:: The input ::
Start of Block
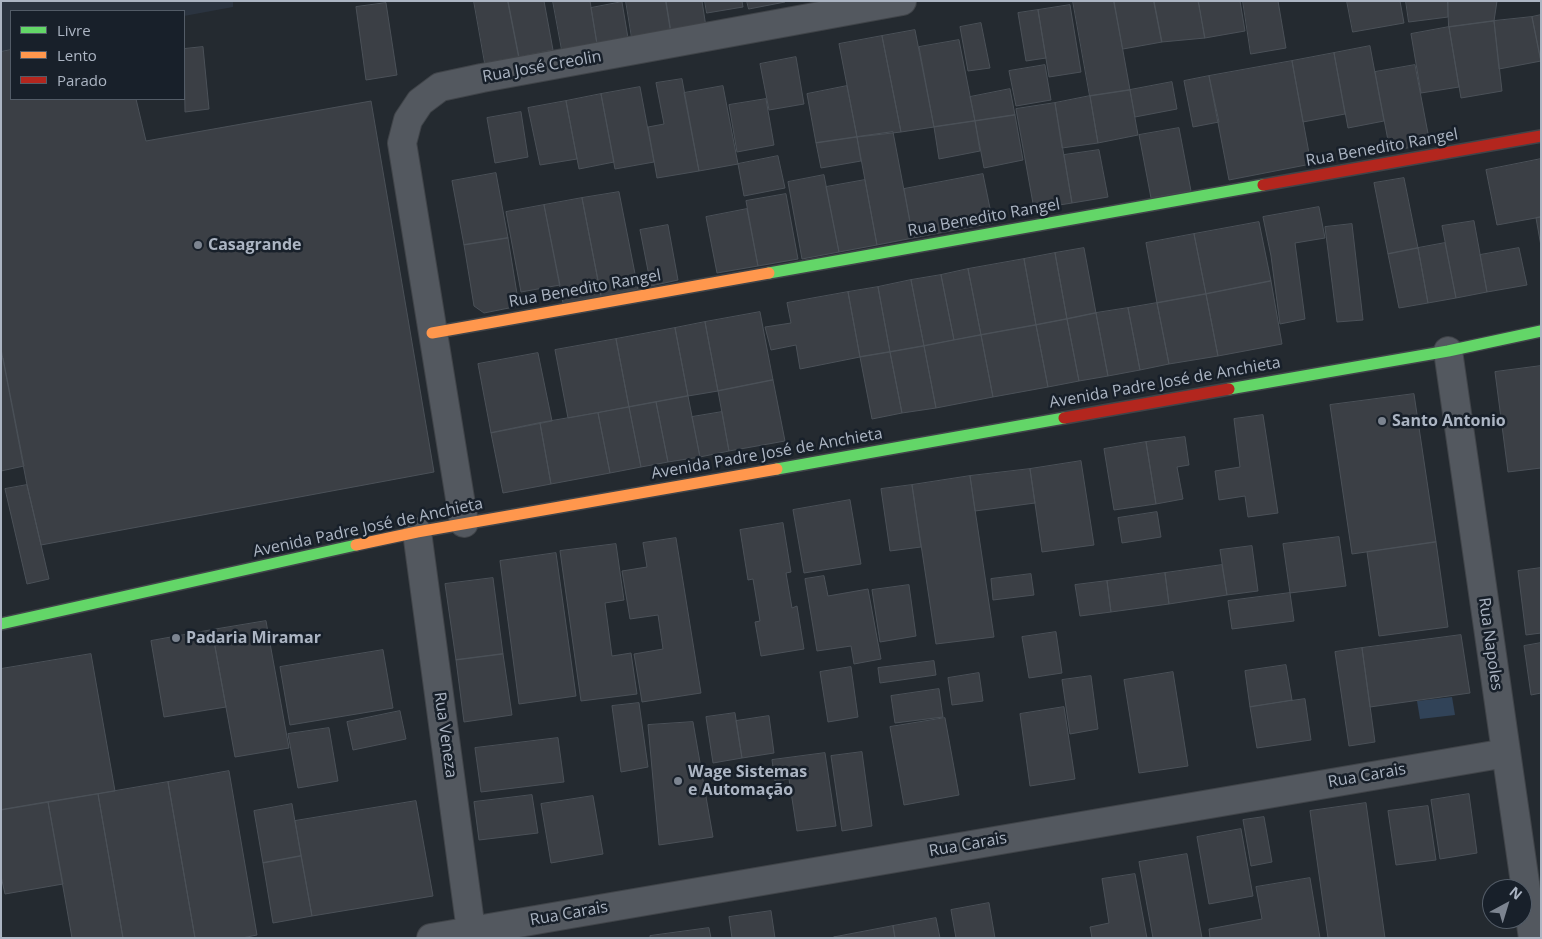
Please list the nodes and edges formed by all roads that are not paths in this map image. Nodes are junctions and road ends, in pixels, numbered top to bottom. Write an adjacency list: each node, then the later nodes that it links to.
End of Block
Start of Block
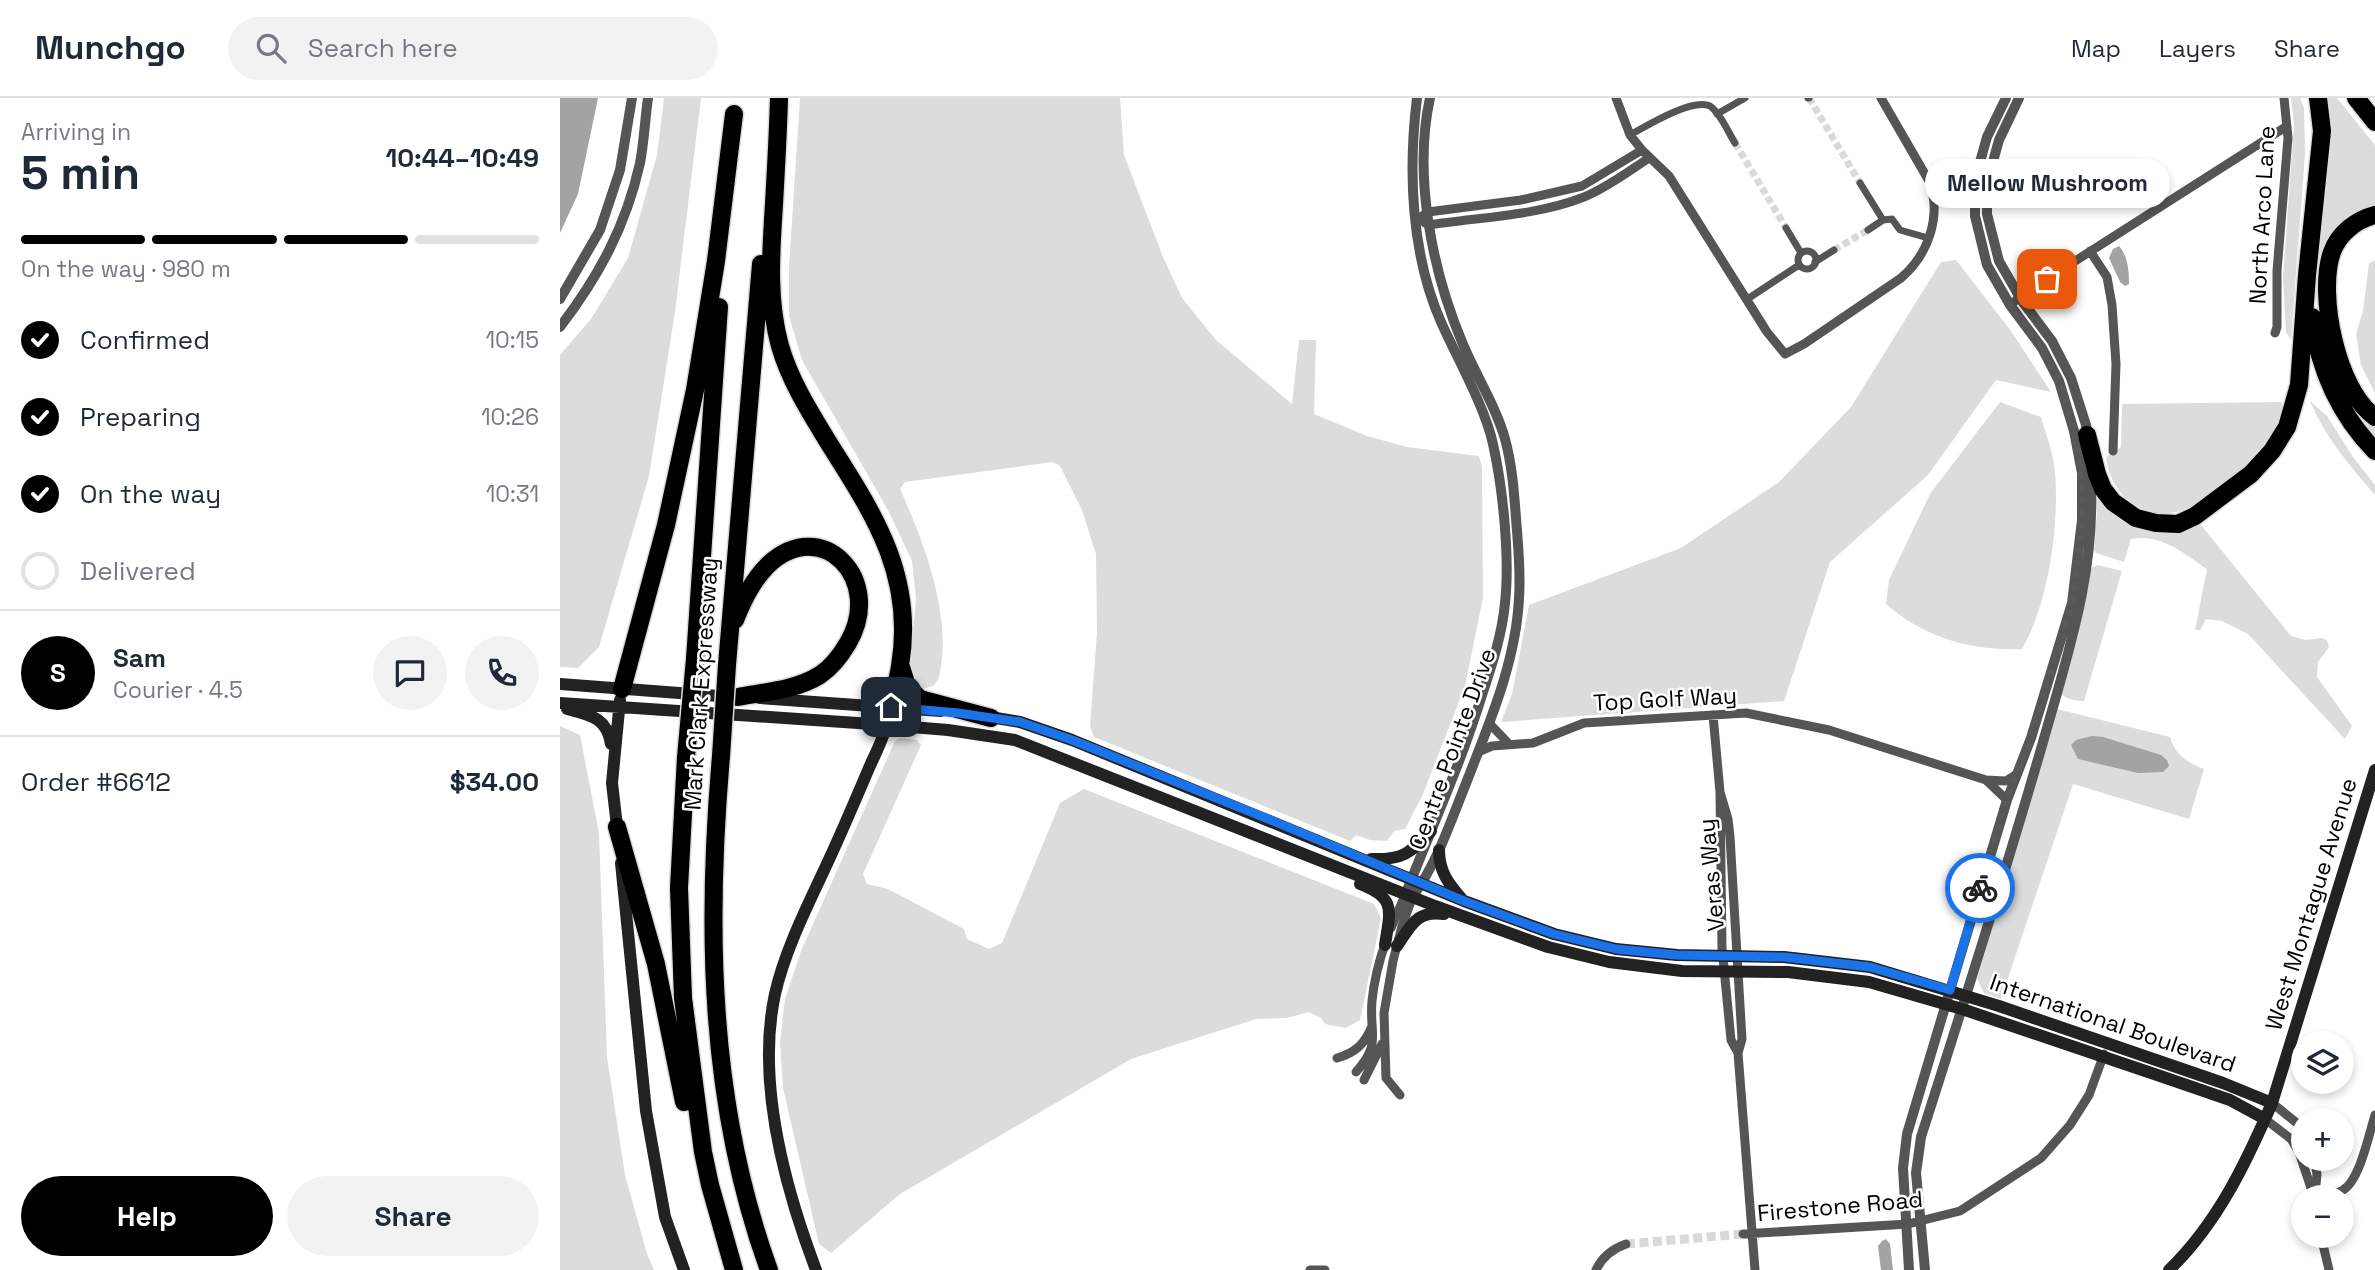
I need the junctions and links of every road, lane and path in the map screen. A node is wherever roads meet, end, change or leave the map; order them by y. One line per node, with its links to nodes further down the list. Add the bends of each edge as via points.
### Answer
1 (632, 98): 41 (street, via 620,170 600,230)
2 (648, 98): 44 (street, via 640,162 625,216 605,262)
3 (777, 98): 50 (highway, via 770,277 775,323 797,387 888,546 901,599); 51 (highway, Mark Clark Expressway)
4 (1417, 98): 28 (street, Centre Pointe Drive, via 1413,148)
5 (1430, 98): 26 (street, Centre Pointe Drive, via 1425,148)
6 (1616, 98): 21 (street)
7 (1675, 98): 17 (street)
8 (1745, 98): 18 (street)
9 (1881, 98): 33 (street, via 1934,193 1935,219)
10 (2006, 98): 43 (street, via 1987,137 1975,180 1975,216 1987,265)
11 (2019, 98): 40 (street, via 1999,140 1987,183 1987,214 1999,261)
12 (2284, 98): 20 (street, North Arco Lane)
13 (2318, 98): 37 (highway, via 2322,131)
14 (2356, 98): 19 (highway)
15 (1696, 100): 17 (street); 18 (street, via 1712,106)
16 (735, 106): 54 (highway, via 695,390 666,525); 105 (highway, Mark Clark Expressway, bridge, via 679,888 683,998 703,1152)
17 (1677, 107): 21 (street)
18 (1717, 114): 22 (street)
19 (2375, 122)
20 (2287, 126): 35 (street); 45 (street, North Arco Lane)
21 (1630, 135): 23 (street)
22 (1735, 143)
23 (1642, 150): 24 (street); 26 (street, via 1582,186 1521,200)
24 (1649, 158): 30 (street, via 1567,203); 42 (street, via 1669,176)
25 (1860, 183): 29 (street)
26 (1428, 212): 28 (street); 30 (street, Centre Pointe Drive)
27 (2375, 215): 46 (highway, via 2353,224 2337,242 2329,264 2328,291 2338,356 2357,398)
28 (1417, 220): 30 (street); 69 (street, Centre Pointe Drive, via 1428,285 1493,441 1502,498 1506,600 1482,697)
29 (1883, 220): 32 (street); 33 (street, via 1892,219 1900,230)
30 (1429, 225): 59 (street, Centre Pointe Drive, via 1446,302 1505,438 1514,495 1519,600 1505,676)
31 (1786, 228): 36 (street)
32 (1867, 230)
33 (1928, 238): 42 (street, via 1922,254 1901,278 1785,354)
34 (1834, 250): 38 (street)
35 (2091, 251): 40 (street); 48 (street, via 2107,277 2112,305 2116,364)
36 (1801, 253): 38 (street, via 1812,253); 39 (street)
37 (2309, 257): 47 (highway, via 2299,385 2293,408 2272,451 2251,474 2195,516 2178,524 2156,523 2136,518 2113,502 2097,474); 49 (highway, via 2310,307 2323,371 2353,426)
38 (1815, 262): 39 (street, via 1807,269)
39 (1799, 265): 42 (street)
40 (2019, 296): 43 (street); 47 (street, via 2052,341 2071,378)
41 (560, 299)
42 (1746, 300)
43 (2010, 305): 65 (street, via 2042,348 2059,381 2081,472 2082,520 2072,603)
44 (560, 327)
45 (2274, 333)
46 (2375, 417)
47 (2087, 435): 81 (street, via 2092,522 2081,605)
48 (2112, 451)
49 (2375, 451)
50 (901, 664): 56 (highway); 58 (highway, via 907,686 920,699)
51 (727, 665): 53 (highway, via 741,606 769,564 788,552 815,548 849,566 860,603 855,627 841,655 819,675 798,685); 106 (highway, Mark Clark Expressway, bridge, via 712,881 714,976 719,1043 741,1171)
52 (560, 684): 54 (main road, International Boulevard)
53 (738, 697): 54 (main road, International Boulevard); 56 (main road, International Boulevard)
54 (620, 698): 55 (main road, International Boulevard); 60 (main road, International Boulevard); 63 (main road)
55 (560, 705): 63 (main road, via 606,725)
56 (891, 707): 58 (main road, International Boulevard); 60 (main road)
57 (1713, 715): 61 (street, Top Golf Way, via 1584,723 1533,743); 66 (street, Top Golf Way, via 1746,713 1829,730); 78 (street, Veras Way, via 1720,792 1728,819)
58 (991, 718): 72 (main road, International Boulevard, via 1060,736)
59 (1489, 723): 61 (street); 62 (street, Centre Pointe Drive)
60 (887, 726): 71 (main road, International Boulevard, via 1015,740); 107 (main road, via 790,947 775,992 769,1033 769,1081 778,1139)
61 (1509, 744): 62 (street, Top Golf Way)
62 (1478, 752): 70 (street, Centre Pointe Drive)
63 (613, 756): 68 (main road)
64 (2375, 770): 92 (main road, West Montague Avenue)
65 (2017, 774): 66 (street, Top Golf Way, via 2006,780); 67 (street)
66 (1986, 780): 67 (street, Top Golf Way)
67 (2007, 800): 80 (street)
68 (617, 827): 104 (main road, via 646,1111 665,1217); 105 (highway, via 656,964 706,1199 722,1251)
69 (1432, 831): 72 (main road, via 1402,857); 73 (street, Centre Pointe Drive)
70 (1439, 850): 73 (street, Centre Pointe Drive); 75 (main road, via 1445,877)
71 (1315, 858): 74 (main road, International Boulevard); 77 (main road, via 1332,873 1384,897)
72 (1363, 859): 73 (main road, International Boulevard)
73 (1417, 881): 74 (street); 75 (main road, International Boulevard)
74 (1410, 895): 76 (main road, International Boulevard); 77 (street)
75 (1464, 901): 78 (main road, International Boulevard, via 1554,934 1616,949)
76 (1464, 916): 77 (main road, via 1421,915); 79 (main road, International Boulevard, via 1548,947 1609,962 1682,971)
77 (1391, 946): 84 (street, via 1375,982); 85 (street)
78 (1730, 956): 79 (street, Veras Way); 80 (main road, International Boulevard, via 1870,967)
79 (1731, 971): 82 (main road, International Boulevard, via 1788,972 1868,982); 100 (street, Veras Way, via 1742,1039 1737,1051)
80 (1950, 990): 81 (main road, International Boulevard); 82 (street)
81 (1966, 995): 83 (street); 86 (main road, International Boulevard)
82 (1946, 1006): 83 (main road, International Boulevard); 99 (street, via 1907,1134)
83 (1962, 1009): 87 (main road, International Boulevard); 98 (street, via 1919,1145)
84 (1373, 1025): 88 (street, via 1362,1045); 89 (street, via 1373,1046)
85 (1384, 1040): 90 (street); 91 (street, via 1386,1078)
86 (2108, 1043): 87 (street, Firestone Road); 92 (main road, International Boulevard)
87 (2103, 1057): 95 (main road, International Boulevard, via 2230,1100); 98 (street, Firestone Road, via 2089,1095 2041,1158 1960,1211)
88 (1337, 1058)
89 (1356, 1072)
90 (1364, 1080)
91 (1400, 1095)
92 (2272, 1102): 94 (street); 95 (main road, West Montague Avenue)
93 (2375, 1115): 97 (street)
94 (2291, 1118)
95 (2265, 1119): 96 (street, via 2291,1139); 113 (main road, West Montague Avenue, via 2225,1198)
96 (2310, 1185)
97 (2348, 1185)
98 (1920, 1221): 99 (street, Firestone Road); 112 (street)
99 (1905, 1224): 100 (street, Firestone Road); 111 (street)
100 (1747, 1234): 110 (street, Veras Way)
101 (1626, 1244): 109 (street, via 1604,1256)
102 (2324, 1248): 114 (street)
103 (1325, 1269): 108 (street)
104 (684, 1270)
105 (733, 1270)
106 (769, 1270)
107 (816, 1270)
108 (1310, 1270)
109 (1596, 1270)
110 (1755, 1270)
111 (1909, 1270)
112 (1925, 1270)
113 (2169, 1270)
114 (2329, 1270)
End of Block
:: Problem to work on ::
Return each line from the data where the string "node" can be found.

:: Solution for this task ::
Please list the nodes and edges formed by all roads that are not paths in this map image. Nodes are junctions and road ends, in pixels, numbered top to bottom. Write an adjacency list: each node, then the later nodes that it links to.
I need the junctions and links of every road, lane and path in the map screen. A node is wherever roads meet, end, change or leave the map; order them by y. One line per node, with its links to nodes further down the list. Add the bends of each edge as via points.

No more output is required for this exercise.